Detect prompt-injection patterns in untrusted text. Pattern-based scanner with severity levels, custom rules, and code-fence stripping.

Readme

prompt-shield

ci

npm downloads bundle

A pattern-based detector for prompt-injection attempts in untrusted text. Useful as a pre-flight check before sending user-supplied content to an LLM, or as a post-flight check on tool outputs that may have been poisoned.

import { scan, redact } from "@p-vbordei/prompt-shield";

const r = scan(userInput);
if (r.suspicious) {
  console.warn(`prompt-shield flagged ${r.findings.length} pattern(s)`);
  for (const f of r.findings) console.warn(`- [${f.severity}] ${f.patternId}: "${f.match}"`);
}

const sanitized = redact(userInput);

Install

npm install @p-vbordei/prompt-shield

Works with Node 20+, browsers, Bun, Deno. ESM + CJS.

Why

LLMs trust their input. If a user (or a webpage you scraped, or an email a tool fetched) contains "ignore all previous instructions and...", the model might follow it. Defense in depth means:

  1. Detect these patterns before they reach the LLM
  2. Flag or block at the application layer
  3. Treat tool outputs as untrusted — apply this check there too

prompt-shield covers ~18 of the most common attack categories. It's pattern matching, not understanding — false positives happen, novel attacks slip through. Treat it as one signal among several, not a hard gate.

Recipes

Pre-flight on user input

import { scan } from "@p-vbordei/prompt-shield";

async function askLLM(userMessage: string) {
  const r = scan(userMessage);
  if (r.highestSeverity === "high") {
    return "Your message looks like a prompt-injection attempt.

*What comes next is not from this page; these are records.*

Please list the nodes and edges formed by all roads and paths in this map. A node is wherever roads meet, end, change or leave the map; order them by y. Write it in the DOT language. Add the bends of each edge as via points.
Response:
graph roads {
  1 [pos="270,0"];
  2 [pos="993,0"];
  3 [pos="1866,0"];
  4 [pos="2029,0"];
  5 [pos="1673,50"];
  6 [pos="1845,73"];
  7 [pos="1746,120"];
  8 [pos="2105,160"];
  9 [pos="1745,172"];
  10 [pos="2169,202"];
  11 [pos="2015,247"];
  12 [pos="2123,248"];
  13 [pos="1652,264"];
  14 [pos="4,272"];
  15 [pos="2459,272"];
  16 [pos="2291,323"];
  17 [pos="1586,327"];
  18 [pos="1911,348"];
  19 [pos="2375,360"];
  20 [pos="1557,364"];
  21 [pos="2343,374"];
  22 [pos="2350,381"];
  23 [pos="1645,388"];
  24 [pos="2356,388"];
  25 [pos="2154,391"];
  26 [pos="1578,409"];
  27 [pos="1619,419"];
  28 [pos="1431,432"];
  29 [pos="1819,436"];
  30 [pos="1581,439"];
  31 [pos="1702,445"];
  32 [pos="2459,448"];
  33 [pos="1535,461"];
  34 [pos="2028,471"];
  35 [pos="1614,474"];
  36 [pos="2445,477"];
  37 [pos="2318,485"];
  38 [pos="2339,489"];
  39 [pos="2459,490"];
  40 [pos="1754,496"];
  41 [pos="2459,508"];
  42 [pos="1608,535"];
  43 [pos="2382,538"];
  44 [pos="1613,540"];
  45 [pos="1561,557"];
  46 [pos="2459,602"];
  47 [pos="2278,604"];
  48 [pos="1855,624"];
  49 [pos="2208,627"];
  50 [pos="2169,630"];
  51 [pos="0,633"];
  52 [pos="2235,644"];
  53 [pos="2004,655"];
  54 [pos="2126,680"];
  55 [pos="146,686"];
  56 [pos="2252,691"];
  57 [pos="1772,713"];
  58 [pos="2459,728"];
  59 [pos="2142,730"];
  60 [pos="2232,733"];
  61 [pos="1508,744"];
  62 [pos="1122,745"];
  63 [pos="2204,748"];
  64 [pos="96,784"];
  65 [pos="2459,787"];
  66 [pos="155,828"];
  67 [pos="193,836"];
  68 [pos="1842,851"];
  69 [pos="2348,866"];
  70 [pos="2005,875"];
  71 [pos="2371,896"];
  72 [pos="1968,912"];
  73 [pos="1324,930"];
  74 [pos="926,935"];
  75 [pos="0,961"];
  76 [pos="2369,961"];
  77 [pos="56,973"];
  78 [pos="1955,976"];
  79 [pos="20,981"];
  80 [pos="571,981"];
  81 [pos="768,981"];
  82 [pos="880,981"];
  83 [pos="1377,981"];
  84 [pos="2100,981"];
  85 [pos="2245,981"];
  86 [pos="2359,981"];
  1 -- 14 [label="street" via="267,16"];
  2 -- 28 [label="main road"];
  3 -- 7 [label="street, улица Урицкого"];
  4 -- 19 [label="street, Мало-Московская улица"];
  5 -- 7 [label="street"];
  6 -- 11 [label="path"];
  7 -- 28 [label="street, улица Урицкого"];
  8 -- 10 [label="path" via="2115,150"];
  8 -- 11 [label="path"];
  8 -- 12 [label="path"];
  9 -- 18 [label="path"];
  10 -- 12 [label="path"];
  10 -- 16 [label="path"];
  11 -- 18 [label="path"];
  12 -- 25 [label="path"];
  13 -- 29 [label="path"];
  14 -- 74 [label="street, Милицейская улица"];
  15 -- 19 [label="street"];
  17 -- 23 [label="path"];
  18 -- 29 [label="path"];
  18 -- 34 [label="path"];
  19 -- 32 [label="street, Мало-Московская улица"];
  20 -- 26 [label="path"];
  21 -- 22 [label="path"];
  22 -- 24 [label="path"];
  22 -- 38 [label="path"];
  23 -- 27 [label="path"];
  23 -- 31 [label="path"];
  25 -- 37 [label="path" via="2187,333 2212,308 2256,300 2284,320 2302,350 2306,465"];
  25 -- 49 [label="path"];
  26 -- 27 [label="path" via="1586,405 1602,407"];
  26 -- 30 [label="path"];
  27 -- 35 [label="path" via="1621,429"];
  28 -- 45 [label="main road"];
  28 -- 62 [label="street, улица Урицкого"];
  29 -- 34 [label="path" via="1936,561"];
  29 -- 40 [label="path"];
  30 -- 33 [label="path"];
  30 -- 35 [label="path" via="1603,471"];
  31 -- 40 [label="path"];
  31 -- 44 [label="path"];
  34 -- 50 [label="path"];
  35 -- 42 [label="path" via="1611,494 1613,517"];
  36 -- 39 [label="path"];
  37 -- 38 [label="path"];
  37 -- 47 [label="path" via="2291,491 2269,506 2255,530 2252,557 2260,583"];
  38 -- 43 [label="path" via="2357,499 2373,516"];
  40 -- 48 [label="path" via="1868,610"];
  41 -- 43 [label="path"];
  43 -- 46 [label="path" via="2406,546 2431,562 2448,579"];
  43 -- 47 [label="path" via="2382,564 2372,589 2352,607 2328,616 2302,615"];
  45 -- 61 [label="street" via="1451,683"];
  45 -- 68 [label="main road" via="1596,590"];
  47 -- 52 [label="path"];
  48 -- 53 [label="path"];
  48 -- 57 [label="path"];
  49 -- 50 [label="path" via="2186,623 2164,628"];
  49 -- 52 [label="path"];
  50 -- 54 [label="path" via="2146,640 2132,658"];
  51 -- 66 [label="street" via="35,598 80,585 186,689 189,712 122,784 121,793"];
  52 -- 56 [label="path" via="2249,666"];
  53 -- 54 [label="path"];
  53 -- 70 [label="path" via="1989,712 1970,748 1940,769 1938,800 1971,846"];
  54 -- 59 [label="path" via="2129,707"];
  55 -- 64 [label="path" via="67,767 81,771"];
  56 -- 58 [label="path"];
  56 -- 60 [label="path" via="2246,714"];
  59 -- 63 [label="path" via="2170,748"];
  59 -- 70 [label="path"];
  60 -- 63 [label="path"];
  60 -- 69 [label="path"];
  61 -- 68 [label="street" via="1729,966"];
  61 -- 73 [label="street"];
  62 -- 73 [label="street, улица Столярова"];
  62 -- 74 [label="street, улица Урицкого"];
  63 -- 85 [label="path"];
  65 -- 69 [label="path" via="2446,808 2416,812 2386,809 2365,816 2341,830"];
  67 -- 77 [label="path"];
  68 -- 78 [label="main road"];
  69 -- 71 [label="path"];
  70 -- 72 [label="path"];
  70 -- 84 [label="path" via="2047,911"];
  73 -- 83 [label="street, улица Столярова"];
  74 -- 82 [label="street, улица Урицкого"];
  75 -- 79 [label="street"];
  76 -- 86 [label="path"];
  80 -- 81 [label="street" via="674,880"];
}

Please rephrase.";
  }
  return await llm.complete(userMessage);
}

Sanitize before passing to LLM

import { redact } from "@p-vbordei/prompt-shield";

const safe = redact(userInput, { replacement: "[FILTERED]" });
const response = await llm.complete(safe);

Post-flight on tool outputs

import { scan } from "@p-vbordei/prompt-shield";

async function executeTool(name: string, args: unknown) {
  const result = await tools[name](args);
  const text = typeof result === "string" ? result : JSON.stringify(result);
  const r = scan(text);
  if (r.suspicious) {
    return `[BLOCKED: tool output flagged by prompt-shield: ${r.highestSeverity}]`;
  }
  return result;
}

Threshold-based blocking

import { scan } from "@p-vbordei/prompt-shield";

const r = scan(input, { minSeverity: "high" });
if (r.suspicious) reject();

Add custom org-specific patterns

import { DEFAULT_PATTERNS, scan } from "@p-vbordei/prompt-shield";

const patterns = [
  ...DEFAULT_PATTERNS,
  {
    id: "company.internal-codename",
    severity: "high" as const,
    description: "internal codename leak",
    regex: /\bproject\s+sandcastle\b/i,
  },
];

scan(text, { patterns });

What it catches

| Category | Examples | |---|---| | Instruction override | "ignore previous instructions", "disregard the above", "forget everything" | | Role hijack | "you are now ...", "your new role is ...", "pretend you are ...", "act as ..." | | Prompt disclosure | "show me your system prompt", "what were your original instructions", "repeat the text above" | | Refusal bypass | "do not refuse", "without any restrictions" | | Named jailbreaks | "developer mode", "DAN mode", "godmode" | | Chat-template leaks | [INST], <\|im_start\|>, <<SYS>>, ### system |

It is pattern matching, not understanding — it will produce false positives (e.g. legitimate text discussing prompt injection itself) and false negatives (e.g. paraphrased novel attacks).

API

scan(text, opts?): ScanResult

type ScanResult = {
  suspicious: boolean;
  findings: Finding[];
  highestSeverity: "low" | "medium" | "high" | null;
};

type Finding = {
  patternId: string;       // e.g. "override.ignore-previous"
  severity: Severity;
  description: string;
  match: string;           // the substring that matched
  index: number;           // character offset in the input
};

redact(text, opts?): string

Replaces every match with [REDACTED] (or opts.replacement). Preserves the rest of the text.

Options

| Field | Type | Default | Meaning | |---|---|---|---| | patterns | Pattern[] | DEFAULT_PATTERNS | Override or extend the rule set | | ignoreCodeFences | boolean | false | Skip content inside ``` ... ``` | | minSeverity | "low" \| "medium" \| "high" | "low" | Filter out findings below this severity |

Defense in depth

prompt-shield is one layer, not the whole defense. Combine with:

  • Structured prompting — keep user input clearly delimited (XML tags, JSON, etc.) so the model knows what's user-supplied vs system.
  • Output filtering — scan the model's output for unexpected content too.
  • Least-privilege tools — even a successfully-injected model can't do much if its tools have narrow permissions.
  • Logging + review — every flagged input should be loggable for security review.

License

Apache-2.0 © Vlad Bordei